Before: SNEED, TROTT and HAWKINS, Circuit Judges.


Zbigniew Zylewicz, a native and citizen of Poland, petitions for review of the Board of Immigration Appeals' (BIA) order affirming the immigration judge's (IJ) decision denying Zylewicz's applications for asylum and withholding of deportation. We review the BIA's denial of asylum for abuse of discretion, Acewicz v. INS, 984 F.2d 1056, 1059 (9th Cir. 1993), and we deny the petition for review.1 

To qualify for asylum, Zylewicz had to show that he had an objectively reasonable "well-founded fear" of persecution should he return to Poland. Id. at 1061. The BIA's decision that Zylewicz did not have an objectively reasonable "well-founded" fear of persecution is supported by substantial evidence. Zylewicz has not shown that as a member of Solidarity who escaped Poland as a seaman in December 1991, he will be persecuted by the Communists if he returns or that his political beliefs are the reason he is blacklisted from employment by Polish fishing companies. Accordingly, the BIA did not err by deciding that Zylewicz was not a "refugee" who qualified for asylum.2  See id. at 1061-62.

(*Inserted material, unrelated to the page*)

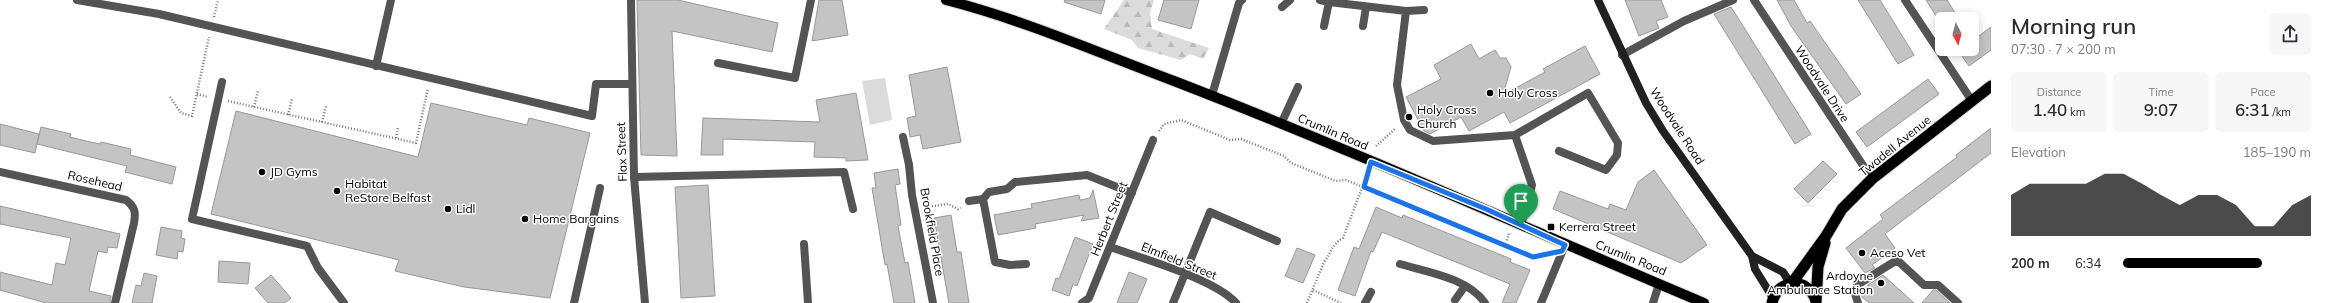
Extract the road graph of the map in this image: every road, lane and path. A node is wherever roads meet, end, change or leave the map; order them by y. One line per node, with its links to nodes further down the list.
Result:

To qualify for withholding of deportation, an alien must demonstrate a "clear probability" of persecution should he be deported. Id. at 1062. Because Zylewicz fails to meet the "well-founded fear" standard required for asylum, he also fails to meet the more stringent "clear probability" standard required for withholding of deportation. Id. Accordingly, the BIA did not err by denying Zylewicz's request for withholding of deportation.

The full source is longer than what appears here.